Start of Block

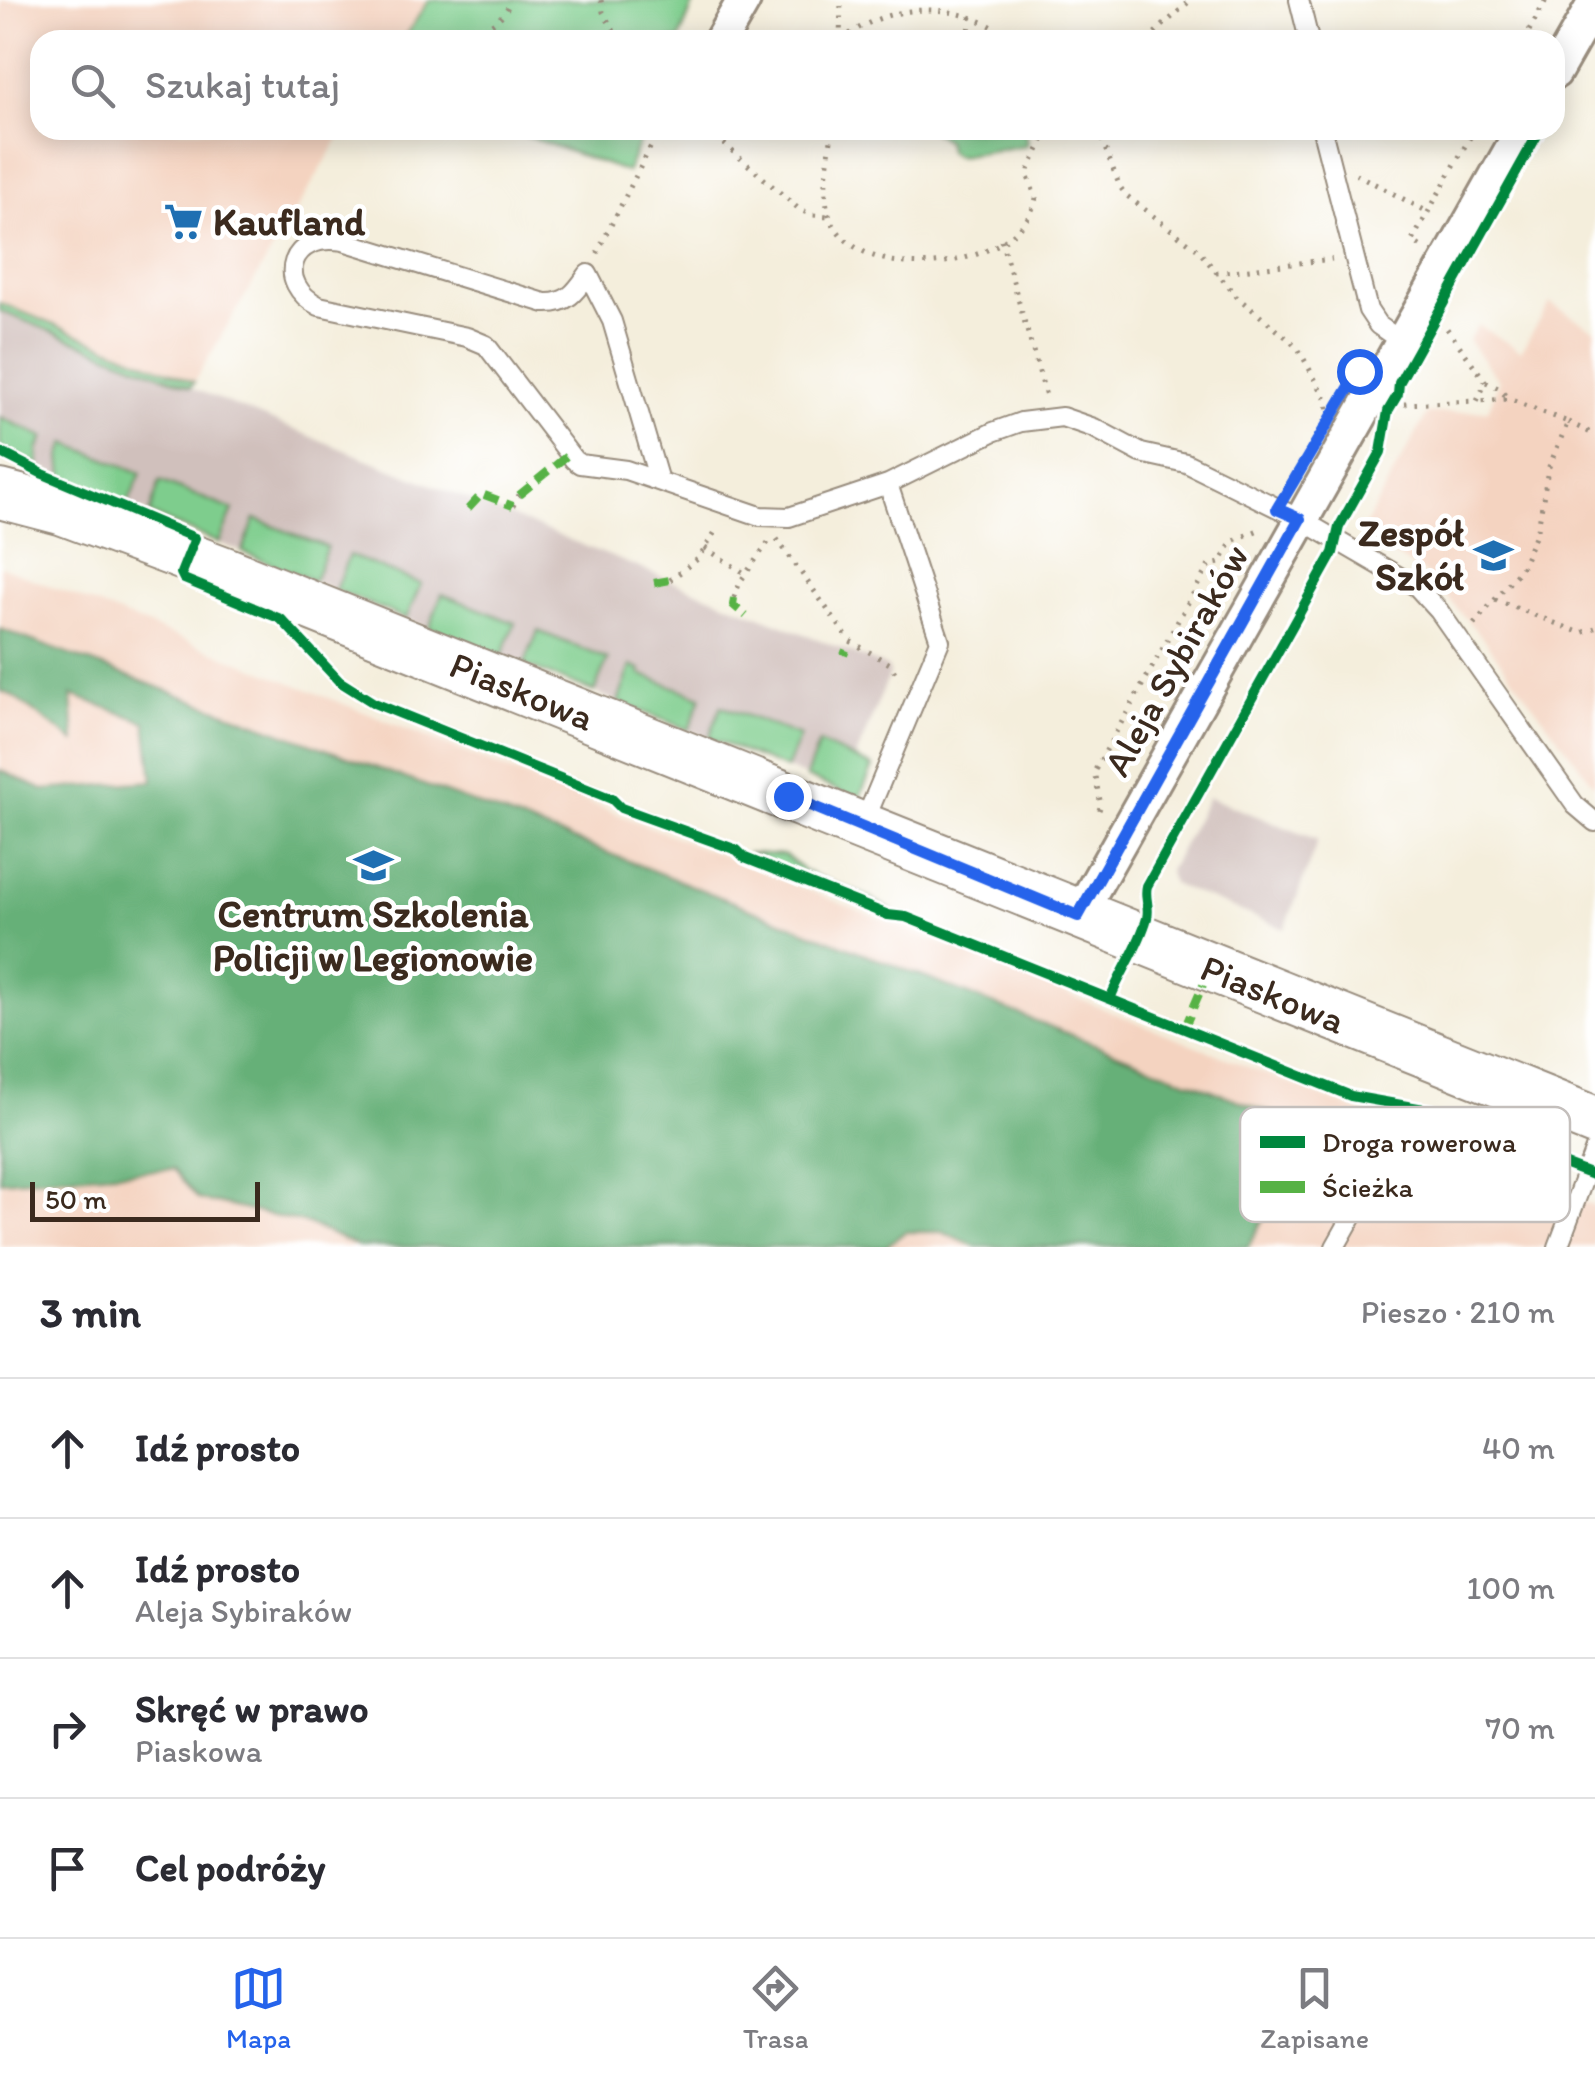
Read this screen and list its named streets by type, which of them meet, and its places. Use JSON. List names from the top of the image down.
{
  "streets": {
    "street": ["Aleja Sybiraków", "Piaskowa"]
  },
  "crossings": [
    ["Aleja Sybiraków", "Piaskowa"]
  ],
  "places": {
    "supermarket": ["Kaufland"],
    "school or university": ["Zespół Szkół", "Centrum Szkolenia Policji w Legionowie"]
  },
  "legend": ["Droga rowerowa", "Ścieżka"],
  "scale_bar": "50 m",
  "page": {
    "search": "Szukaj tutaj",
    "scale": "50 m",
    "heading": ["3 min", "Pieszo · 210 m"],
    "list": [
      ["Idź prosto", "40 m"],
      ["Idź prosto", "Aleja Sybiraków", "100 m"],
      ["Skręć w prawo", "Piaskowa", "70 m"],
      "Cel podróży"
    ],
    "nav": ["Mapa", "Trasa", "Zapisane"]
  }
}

End of Block

> [Try it] Write out the records in full and exactly, omitting the pictures they hold.

> [Answer to this task]
Read this screen and list its named streets by type, which of them meet, and its places. Use JSON. List names from the top of the image down.
{
  "streets": {
    "street": ["Aleja Sybiraków", "Piaskowa"]
  },
  "crossings": [
    ["Aleja Sybiraków", "Piaskowa"]
  ],
  "places": {
    "supermarket": ["Kaufland"],
    "school or university": ["Zespół Szkół", "Centrum Szkolenia Policji w Legionowie"]
  },
  "legend": ["Droga rowerowa", "Ścieżka"],
  "scale_bar": "50 m",
  "page": {
    "search": "Szukaj tutaj",
    "scale": "50 m",
    "heading": ["3 min", "Pieszo · 210 m"],
    "list": [
      ["Idź prosto", "40 m"],
      ["Idź prosto", "Aleja Sybiraków", "100 m"],
      ["Skręć w prawo", "Piaskowa", "70 m"],
      "Cel podróży"
    ],
    "nav": ["Mapa", "Trasa", "Zapisane"]
  }
}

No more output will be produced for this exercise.